ASSIGNMENT: Look for the word "Burgos" in the material below, then report each line where it occurs.

·····

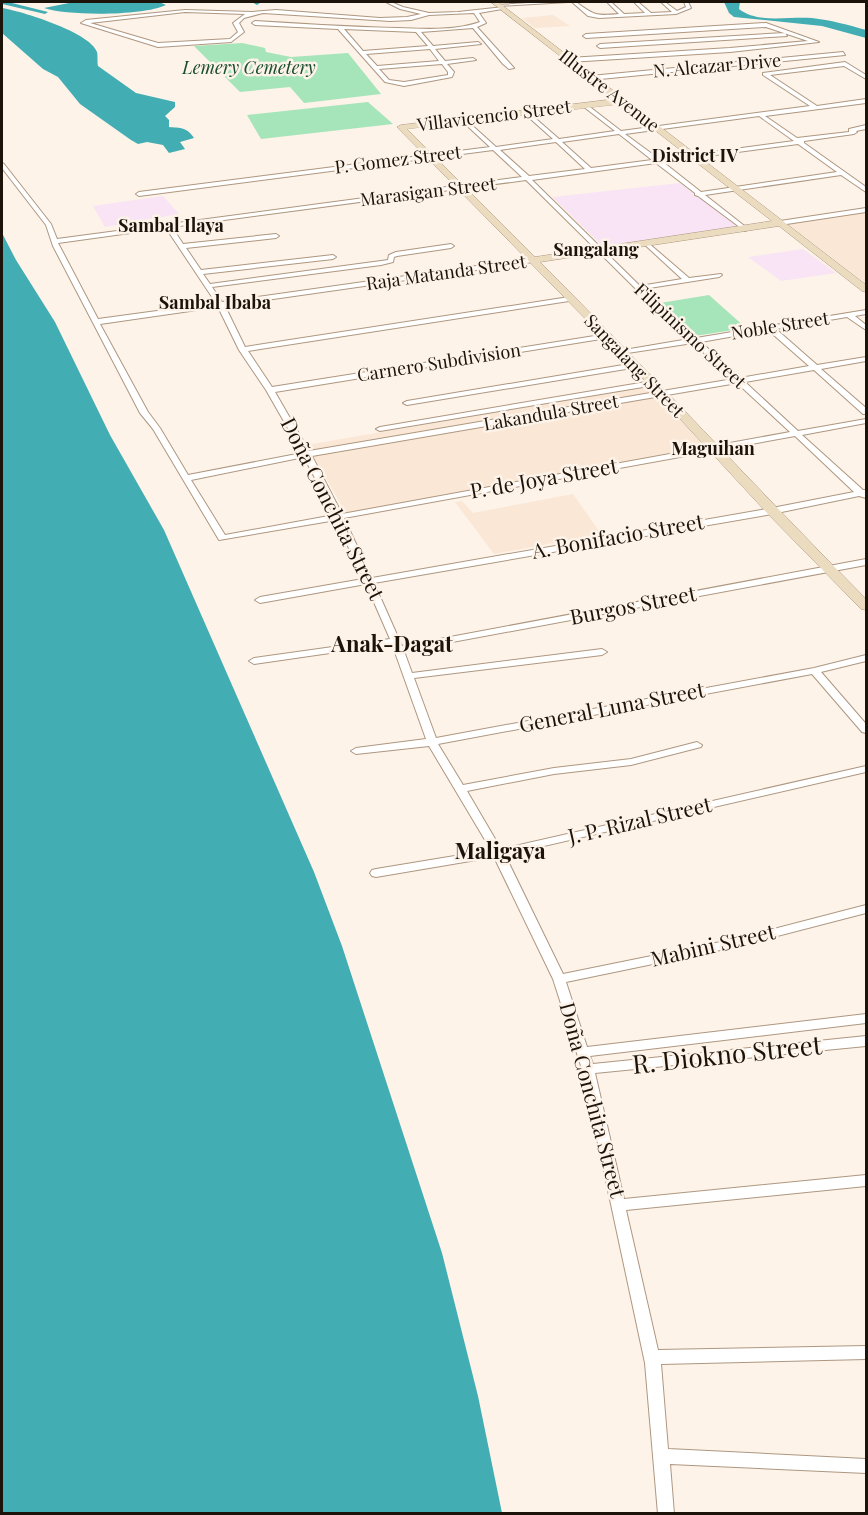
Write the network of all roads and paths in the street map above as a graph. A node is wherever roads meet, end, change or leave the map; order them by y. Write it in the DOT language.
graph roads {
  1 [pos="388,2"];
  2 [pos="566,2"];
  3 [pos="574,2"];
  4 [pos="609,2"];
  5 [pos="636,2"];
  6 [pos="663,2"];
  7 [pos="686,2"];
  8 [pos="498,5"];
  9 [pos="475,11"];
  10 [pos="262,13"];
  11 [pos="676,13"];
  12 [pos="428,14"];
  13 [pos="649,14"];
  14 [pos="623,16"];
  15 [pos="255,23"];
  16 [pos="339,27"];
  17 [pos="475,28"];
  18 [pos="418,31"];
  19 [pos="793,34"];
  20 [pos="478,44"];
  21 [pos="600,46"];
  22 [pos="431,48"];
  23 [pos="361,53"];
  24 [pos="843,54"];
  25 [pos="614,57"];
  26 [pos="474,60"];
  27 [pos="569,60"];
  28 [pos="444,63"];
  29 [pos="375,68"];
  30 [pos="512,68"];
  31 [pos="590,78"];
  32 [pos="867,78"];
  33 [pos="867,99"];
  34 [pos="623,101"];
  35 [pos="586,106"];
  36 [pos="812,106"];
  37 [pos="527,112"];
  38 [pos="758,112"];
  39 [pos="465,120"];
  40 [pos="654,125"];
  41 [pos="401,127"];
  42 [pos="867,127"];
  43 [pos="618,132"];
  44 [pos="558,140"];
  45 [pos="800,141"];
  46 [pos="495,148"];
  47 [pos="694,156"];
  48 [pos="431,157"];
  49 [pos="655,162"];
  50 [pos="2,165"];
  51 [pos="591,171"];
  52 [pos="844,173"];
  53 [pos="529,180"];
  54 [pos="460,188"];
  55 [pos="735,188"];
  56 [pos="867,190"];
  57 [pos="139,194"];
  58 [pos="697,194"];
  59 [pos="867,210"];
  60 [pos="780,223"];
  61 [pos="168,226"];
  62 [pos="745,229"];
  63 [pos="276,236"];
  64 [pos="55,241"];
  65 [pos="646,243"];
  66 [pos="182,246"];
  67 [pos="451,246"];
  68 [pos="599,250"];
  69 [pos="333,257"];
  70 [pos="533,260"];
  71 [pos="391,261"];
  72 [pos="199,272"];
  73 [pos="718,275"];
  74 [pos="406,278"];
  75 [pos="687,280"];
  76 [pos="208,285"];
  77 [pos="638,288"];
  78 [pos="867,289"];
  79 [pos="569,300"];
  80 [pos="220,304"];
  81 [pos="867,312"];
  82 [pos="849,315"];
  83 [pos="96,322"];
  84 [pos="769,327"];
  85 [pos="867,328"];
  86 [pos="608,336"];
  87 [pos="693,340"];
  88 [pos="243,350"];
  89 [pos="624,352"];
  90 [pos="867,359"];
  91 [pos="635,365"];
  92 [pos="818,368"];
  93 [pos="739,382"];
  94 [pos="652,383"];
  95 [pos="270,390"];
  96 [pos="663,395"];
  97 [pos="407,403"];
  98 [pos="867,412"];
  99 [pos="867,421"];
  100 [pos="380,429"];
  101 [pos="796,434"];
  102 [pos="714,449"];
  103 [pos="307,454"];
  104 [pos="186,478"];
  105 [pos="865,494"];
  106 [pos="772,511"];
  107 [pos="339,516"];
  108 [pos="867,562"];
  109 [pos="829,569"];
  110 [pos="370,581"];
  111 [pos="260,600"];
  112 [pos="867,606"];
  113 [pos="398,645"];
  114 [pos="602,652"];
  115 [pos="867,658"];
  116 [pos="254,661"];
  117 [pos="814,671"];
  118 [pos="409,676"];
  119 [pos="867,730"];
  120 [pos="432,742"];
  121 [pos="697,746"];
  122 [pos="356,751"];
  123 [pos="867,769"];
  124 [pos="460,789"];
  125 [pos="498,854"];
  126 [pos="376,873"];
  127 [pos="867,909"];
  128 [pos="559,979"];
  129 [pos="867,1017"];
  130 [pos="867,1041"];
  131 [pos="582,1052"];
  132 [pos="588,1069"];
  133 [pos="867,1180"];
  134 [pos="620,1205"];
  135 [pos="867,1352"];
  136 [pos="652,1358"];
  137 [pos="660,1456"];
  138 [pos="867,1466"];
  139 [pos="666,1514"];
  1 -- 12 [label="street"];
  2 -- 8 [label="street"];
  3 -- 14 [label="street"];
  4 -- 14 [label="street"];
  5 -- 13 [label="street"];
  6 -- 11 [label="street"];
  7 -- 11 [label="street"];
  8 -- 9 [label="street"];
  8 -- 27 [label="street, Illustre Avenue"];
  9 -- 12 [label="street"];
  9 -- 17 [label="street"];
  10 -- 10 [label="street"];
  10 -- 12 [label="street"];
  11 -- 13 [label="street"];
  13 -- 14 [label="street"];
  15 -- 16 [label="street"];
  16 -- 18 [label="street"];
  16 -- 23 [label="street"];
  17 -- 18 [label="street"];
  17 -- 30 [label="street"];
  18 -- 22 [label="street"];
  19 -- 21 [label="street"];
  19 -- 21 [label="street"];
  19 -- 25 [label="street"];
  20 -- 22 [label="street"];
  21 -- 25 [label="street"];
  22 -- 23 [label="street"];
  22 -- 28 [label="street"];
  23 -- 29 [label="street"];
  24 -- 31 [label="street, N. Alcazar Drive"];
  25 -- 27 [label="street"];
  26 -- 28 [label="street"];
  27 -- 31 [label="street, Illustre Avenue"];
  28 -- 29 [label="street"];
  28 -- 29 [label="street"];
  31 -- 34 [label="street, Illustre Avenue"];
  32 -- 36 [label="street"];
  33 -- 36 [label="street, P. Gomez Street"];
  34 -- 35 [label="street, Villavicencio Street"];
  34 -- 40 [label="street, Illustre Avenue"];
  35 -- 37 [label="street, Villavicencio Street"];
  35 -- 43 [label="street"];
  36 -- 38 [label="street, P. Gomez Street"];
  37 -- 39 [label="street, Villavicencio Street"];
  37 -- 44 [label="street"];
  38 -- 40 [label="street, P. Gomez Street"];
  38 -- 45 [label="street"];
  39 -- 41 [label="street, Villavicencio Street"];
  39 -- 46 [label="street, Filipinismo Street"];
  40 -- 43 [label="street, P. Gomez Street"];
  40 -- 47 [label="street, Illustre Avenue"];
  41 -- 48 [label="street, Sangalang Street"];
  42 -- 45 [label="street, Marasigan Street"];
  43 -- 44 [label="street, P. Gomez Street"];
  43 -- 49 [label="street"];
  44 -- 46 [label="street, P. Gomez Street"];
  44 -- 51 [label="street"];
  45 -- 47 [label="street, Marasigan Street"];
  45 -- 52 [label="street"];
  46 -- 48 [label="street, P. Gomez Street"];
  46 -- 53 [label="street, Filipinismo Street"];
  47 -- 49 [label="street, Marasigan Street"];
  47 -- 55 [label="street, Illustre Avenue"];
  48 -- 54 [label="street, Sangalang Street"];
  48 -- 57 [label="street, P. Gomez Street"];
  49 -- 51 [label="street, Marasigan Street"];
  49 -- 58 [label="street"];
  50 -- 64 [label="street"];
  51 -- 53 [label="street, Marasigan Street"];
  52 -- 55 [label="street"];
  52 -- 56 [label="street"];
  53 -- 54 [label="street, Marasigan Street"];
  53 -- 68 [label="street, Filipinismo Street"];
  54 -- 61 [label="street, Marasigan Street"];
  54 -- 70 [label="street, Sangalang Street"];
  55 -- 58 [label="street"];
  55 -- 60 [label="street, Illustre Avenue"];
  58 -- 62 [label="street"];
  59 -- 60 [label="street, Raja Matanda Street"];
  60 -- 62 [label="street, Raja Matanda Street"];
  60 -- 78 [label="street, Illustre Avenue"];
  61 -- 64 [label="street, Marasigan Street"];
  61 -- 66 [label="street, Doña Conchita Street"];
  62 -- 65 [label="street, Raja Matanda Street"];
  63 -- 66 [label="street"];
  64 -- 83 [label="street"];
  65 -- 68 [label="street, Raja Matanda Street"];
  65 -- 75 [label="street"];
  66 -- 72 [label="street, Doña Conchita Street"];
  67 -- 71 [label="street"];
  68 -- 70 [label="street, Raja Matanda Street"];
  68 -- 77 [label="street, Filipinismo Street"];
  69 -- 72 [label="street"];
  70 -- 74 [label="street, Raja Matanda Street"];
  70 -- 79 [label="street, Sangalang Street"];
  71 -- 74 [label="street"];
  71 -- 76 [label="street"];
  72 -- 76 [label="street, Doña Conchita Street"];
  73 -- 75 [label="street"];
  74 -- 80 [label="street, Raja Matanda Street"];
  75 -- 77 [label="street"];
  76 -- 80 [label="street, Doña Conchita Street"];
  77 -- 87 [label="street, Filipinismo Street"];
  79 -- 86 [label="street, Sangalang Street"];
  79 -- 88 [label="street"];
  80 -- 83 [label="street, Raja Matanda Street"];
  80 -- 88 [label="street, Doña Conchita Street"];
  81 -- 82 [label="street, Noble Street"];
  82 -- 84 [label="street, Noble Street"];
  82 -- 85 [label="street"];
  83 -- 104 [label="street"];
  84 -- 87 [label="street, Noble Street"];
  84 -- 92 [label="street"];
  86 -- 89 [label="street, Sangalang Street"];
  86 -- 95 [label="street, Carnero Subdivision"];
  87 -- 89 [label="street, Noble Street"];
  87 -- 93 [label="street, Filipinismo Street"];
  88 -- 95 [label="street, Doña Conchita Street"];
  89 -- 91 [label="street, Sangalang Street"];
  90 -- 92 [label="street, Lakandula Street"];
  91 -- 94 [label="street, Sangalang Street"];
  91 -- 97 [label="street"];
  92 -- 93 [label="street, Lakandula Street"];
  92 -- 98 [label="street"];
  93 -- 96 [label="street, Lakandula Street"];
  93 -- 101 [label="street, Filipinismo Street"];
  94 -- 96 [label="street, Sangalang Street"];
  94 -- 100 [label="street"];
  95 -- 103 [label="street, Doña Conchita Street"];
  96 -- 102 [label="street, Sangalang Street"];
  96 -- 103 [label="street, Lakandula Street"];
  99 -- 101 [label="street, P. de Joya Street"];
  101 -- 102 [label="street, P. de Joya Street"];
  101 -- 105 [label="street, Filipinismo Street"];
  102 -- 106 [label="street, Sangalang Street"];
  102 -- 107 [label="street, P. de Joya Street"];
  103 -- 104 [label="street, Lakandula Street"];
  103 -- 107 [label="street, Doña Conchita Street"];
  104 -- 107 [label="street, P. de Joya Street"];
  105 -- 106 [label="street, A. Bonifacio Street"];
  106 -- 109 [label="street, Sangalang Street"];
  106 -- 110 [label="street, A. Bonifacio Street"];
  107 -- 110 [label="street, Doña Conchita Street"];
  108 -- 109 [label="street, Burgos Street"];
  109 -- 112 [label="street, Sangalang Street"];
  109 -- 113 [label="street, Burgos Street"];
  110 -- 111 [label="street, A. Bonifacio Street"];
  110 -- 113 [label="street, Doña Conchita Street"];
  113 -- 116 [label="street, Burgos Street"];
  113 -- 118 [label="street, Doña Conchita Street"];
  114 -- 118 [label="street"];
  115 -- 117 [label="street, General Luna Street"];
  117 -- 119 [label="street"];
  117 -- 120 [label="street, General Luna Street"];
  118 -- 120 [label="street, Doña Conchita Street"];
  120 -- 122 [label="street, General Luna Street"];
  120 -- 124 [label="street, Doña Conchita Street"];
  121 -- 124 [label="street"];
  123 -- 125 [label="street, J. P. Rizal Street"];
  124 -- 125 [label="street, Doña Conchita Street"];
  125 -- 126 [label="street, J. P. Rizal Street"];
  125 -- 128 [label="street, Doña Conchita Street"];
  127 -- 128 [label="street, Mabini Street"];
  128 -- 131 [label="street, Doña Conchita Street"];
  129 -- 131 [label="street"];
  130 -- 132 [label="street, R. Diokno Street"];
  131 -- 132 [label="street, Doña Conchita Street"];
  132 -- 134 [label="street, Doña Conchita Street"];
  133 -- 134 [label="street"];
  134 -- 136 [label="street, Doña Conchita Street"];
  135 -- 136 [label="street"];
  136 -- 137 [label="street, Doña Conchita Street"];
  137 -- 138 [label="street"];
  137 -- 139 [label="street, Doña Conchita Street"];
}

·····

EXPECTED ANSWER:
  108 -- 109 [label="street, Burgos Street"];
  109 -- 113 [label="street, Burgos Street"];
  113 -- 116 [label="street, Burgos Street"];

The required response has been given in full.